*What to produce:*
Reproduce the whole listing, keeping each line as it is.

*Entries supplied:*
----

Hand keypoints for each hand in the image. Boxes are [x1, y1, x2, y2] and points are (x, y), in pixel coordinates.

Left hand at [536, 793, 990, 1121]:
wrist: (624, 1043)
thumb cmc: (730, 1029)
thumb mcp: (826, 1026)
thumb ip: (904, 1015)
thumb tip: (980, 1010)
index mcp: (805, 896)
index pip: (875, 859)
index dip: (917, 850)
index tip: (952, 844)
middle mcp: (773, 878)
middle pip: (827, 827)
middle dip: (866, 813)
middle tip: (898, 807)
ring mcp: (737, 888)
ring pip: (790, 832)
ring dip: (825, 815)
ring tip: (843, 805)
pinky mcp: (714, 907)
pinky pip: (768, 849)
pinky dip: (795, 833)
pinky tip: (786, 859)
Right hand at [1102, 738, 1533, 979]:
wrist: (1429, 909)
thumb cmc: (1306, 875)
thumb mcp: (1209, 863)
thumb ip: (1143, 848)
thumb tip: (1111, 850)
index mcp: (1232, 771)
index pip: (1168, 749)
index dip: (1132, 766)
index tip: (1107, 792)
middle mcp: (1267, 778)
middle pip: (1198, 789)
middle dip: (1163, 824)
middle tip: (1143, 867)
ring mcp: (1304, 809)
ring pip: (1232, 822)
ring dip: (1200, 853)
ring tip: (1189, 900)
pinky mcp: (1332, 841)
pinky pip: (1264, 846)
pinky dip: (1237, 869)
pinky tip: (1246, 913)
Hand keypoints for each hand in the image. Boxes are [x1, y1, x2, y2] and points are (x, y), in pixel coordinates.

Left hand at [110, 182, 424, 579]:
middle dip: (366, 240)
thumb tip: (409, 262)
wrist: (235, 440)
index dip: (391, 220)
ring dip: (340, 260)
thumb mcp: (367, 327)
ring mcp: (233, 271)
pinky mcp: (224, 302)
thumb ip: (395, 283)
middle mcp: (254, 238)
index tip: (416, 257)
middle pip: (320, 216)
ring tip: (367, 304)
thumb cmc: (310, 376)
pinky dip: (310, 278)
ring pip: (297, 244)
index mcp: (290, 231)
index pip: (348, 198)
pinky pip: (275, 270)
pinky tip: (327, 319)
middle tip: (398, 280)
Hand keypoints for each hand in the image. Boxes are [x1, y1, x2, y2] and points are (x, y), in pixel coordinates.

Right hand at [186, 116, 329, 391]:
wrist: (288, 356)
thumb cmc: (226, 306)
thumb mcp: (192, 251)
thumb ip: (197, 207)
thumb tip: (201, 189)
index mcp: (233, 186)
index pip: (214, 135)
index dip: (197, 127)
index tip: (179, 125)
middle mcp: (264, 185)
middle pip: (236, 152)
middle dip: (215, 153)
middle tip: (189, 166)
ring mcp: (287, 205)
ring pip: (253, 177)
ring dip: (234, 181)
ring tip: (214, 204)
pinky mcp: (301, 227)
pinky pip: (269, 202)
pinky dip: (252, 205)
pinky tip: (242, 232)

----

*Exercise answer:*
Hand keypoints for each hand in the image. Boxes are [x1, y1, x2, y2] and points are (x, y), in pixel coordinates.

Left hand at [536, 793, 990, 1121]:
wrist: (624, 1043)
thumb cmc: (730, 1029)
thumb mcp: (826, 1026)
thumb ip: (904, 1015)
thumb tip: (980, 1010)
index mcp: (805, 896)
index pip: (875, 859)
index dip: (917, 850)
index tip: (952, 844)
middle mcp: (773, 878)
middle pip: (827, 827)
middle dip: (866, 813)
middle tip: (898, 807)
ring mcp: (737, 888)
ring pip: (790, 832)
ring dip: (825, 815)
ring tip: (843, 805)
pinky mcp: (714, 907)
pinky pip: (768, 849)
pinky dip: (795, 833)
pinky tip: (786, 859)
Right hand at [1102, 738, 1533, 979]:
wrist: (1429, 909)
thumb cmc: (1306, 875)
thumb mcp: (1209, 863)
thumb ip: (1143, 848)
thumb tip: (1111, 850)
index mcp: (1232, 771)
index pip: (1168, 749)
index dip: (1132, 766)
index tip: (1107, 792)
middle mcp: (1267, 778)
middle pip: (1198, 789)
middle dip: (1163, 824)
middle tip: (1143, 867)
ring mcp: (1304, 809)
ring pip: (1232, 822)
ring dip: (1200, 853)
ring tip: (1189, 900)
pinky mcp: (1332, 841)
pinky pip: (1264, 846)
pinky dip: (1237, 869)
pinky tip: (1246, 913)
Hand keypoints for each hand in the image. Boxes are [x1, y1, x2, y2] and points are (x, y), in pixel coordinates.

Left hand at [110, 182, 424, 579]:
middle dip: (366, 240)
thumb tip: (409, 262)
wrist: (235, 440)
index dip: (391, 220)
ring dip: (340, 260)
thumb mcp: (367, 327)
ring mcp: (233, 271)
pinky mcp: (224, 302)
thumb ip: (395, 283)
middle mcp: (254, 238)
index tip: (416, 257)
middle pip: (320, 216)
ring tip: (367, 304)
thumb cmc: (310, 376)
pinky dip: (310, 278)
ring pip: (297, 244)
index mcp: (290, 231)
index pip: (348, 198)
pinky pip: (275, 270)
pinky tip: (327, 319)
middle tip: (398, 280)
Hand keypoints for each hand in the image. Boxes are [x1, y1, x2, y2] and points are (x, y), in pixel coordinates.

Right hand at [186, 116, 329, 391]:
wrist: (288, 356)
thumb cmc: (226, 306)
thumb mcp: (192, 251)
thumb ip: (197, 207)
thumb tip: (201, 189)
index mcp: (233, 186)
index pip: (214, 135)
index dip: (197, 127)
index tip: (179, 125)
middle mcp: (264, 185)
middle pip: (236, 152)
middle dip: (215, 153)
middle tip: (189, 166)
ring mcp: (287, 205)
ring pip: (253, 177)
ring dip: (234, 181)
ring tip: (214, 204)
pinky mcp: (301, 227)
pinky pip: (269, 202)
pinky dip: (252, 205)
pinky tip: (242, 232)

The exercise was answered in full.